Here’s How Early You Should Get To The Airport On Thanksgiving

by Kaitlyn Wylde

Some people are born with a natural sense of precaution and risk assessment, which translates in to an impressive travel etiquette. Well, impressive to me, because I was literally born without whatever gene allows for you to have any travel sensibility. For much of my life, I've been the kind of person who shows up at the airport about 10 minutes before my flight is boarding, and have to enlist the help of all airport personnel to help me cut in front of everyone in the security line and rush me to my gate. Occasionally, I'm that person who missed her flight because she got distracted in the food court and didn't hear the boarding announcements. Or, worse, I'm the person who slept too late and didn't even bother trying to get to the airport because her flight was boarding by the time she was brushing my teeth. Every travel mishap has happened to me. "Sorry mom and dad, I'm non-functioning and I didn't know what time to get to the airport on Thanksgiving," is something I've had to admit a few too many times.

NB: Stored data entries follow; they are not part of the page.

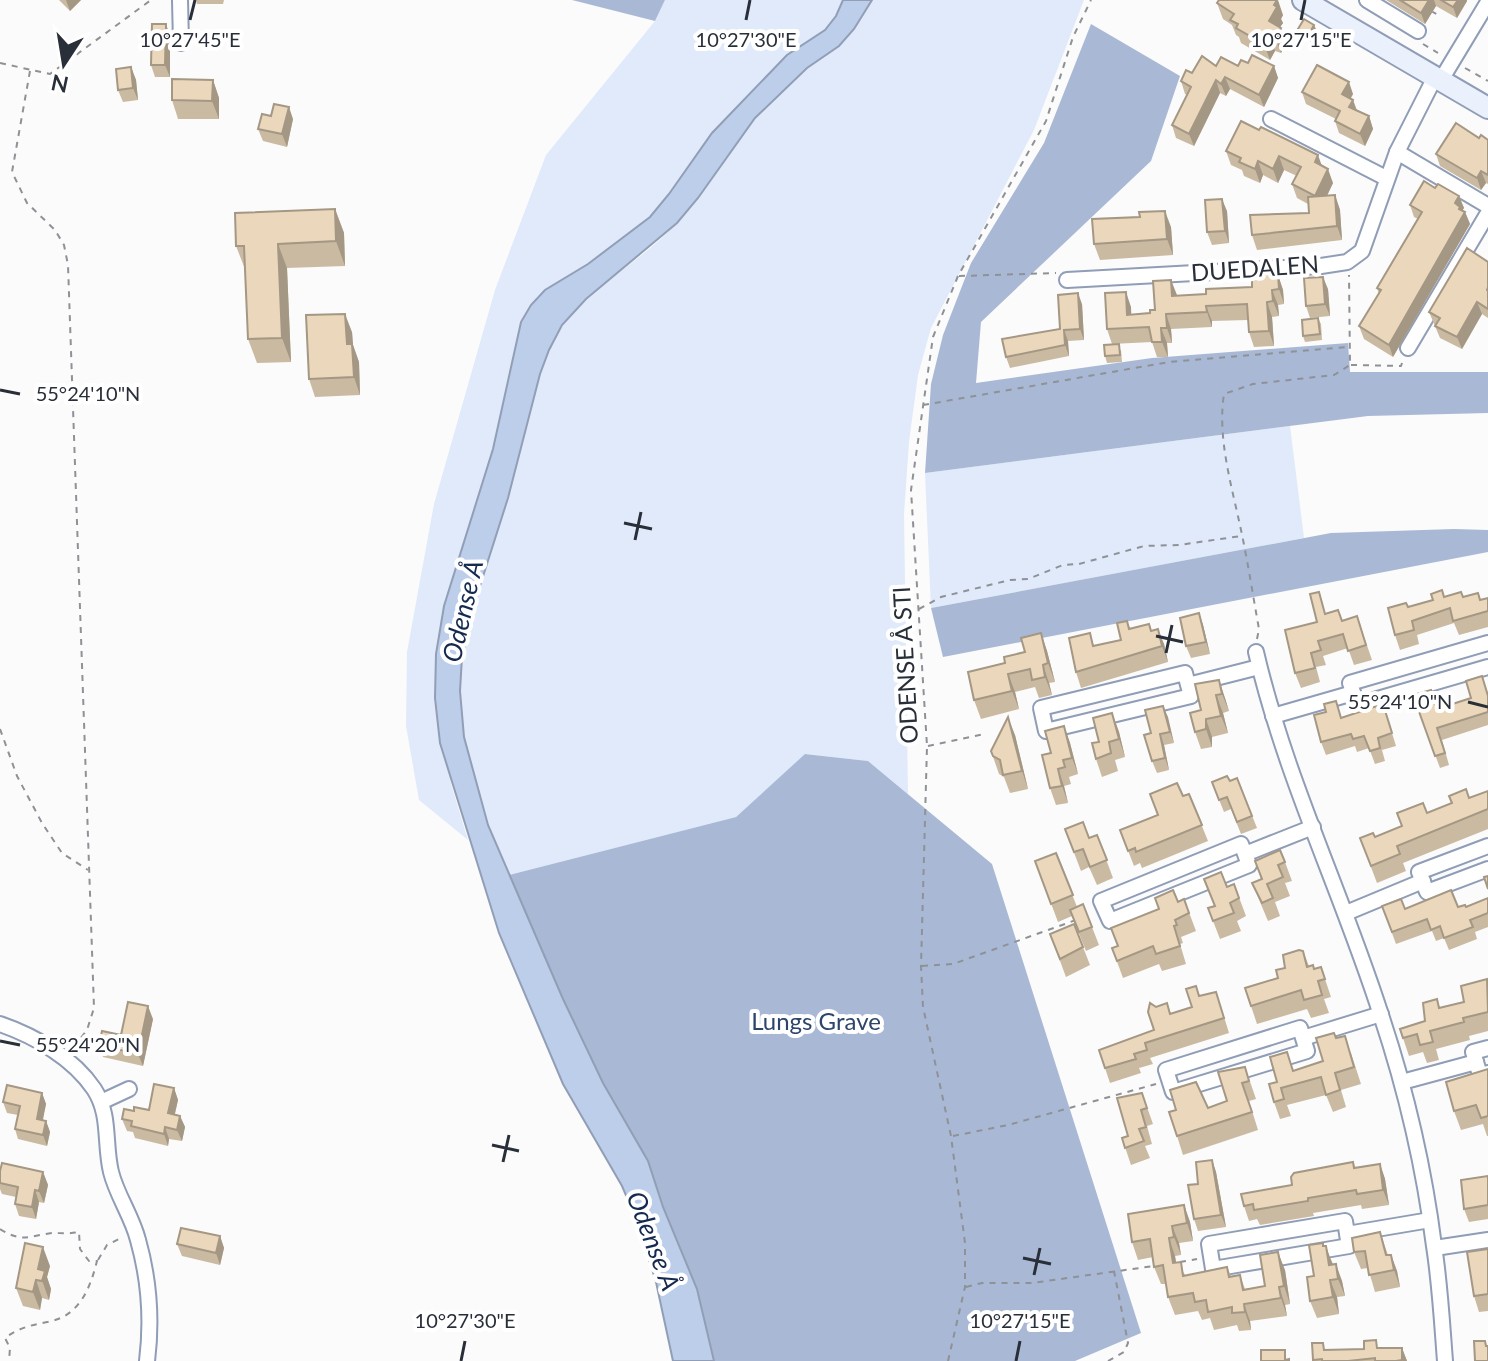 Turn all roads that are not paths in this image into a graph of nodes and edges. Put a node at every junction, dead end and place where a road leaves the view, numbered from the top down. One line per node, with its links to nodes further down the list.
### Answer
1 (180, 0): 6 (street)
2 (1303, 0): 7 (street)
3 (1367, 0): 5 (street)
4 (1488, 2): 7 (street, DUEDALEN)
5 (1418, 31)
6 (181, 43)
7 (1438, 79): 8 (street); 10 (street, DUEDALEN)
8 (1488, 108)
9 (1271, 119): 11 (street)
10 (1397, 152): 11 (street, DUEDALEN); 12 (street)
11 (1386, 178): 14 (street, DUEDALEN)
12 (1488, 206)
13 (1488, 213): 15 (street)
14 (1067, 280)
15 (1408, 348)
16 (1488, 643): 19 (street)
17 (1488, 667): 19 (street)
18 (1188, 685): 18 (street); 20 (street)
19 (1353, 693): 20 (street)
20 (1273, 716): 21 (street)
21 (1313, 827): 23 (street); 26 (street)
22 (1488, 846): 25 (street)
23 (1245, 854): 23 (street)
24 (1488, 869): 25 (street)
25 (1423, 881): 26 (street)
26 (1346, 913): 27 (street)
27 (1381, 1014): 29 (street); 33 (street)
28 (0, 1024): 35 (street)
29 (1303, 1038): 29 (street)
30 (1488, 1048): 31 (street)
31 (1476, 1062): 32 (street); 33 (street)
32 (1488, 1073)
33 (1402, 1082): 36 (street)
34 (129, 1089): 35 (street)
35 (101, 1102): 40 (street)
36 (1430, 1220): 37 (street); 39 (street)
37 (1347, 1234): 37 (street)
38 (1488, 1240): 39 (street)
39 (1435, 1248): 41 (street)
40 (147, 1361)
41 (1445, 1361)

And as I get older, my travel skills — or lack thereof — become more problematic. Missing a flight to a beach trip where no one's waiting for me is one thing, but missing a flight for a work trip or a family holiday function is another. When your parents are at the airport waiting to pick up the adult they worked so hard to raise, and you're not there because you missed your flight after you were too busy watching The Bachelor reruns (honestly, it gets even better third time around) is kind of insane. (What, like that's never happened to you?) So this year, I'm changing my ways and I'm not even waiting until New Year's to start making grandiose promises to myself!

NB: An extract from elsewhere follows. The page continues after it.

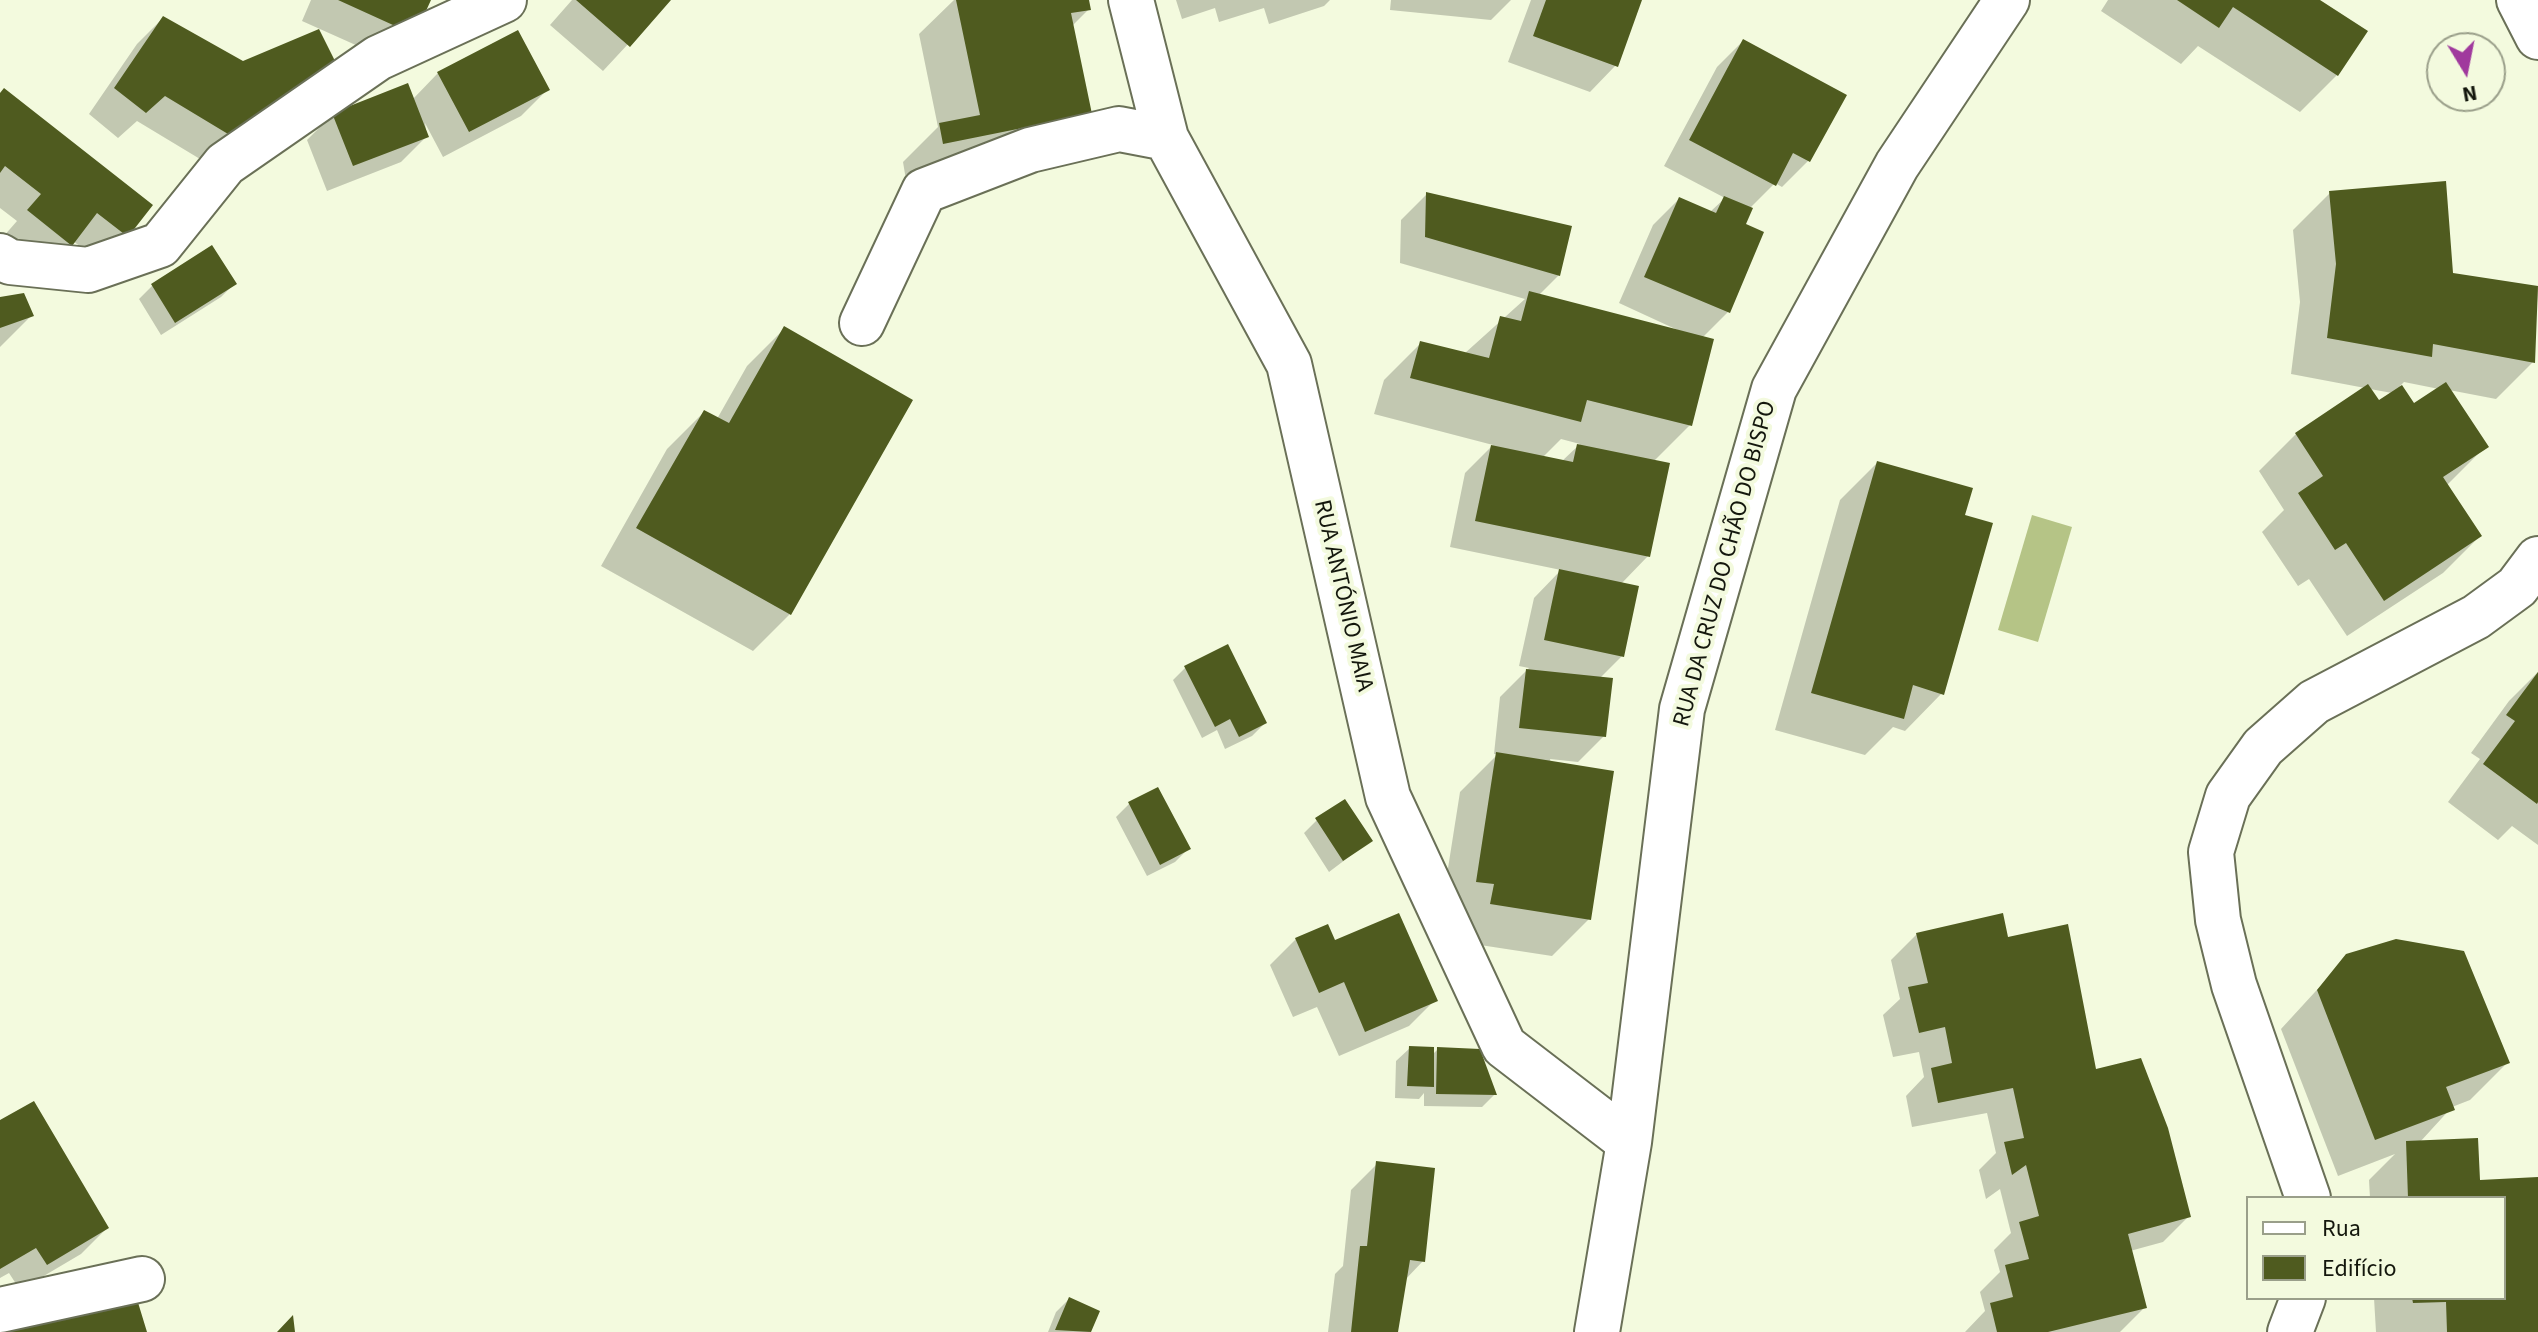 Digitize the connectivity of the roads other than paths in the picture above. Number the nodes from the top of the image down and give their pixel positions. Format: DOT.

As it turns out, airports actually offer travel suggestions on their websites. You don't have to guess what time you're supposed to be there — there's actually suggested arrival times for holiday travel, and following the advice of the airport is obviously the best way to ensure your travel plans are seamless. If you're taking a domestic flight, most airlines suggest arriving 90 minutes before your flight. But if you're traveling the Wednesday before or the Sunday after the holiday, you should actually arrive two full hours before your flight, as those days are the busiest. On one of the busiest travel weeks of the entire year — AAA reported that in 2016 48.7 million people traveled 50 miles or more on Thanksgiving — it's important to take those pre-flight precautions seriously. So here are some tips to make sure that you get to the airport at the right time this Thanksgiving:

Pick Smart Flight Dates

The Wednesday before Thanksgiving and the Sunday after Thanksgiving are the most popular dates to fly, obviously, because they coincide with most work schedules. To avoid mayhem, consider flying in and out Tuesday night and Saturday morning, respectively, if it's possible. Mix and match options to great a less stressful travel itinerary for yourself.

Pack Light

Roll, squeeze, cramp, do whatever you have to do to make sure that you don't need to check a bag. Traveling light will make your entire travel experience easier. The last thing you want to deal with is checking a bag when you're running late, and waiting for baggage claim when you want to get home.

Anticipate Traffic

No matter what time you leave the house, there will be traffic — and if it's raining, there will be more. Leave way earlier than you ever leave for the airport. Getting there early isn't so bad: Bring a book, download some movies, and just relax instead of stressing out in the back seat of a cab that's stuck in gridlock traffic.

Be Prepared For Chaos

Bring a snack, bring a pillow, and practice patience. Your flight might be delayed, overbooked, or cancelled. On popular travel days you should always expect chaos to break out. Try to be flexible and have a good attitude about it. If you're able to give up your seat for an overbooked flight in exchange for a voucher (and these can sometimes be worth a lot), go for it if your plans allow. There's always a silver lining if you look for it.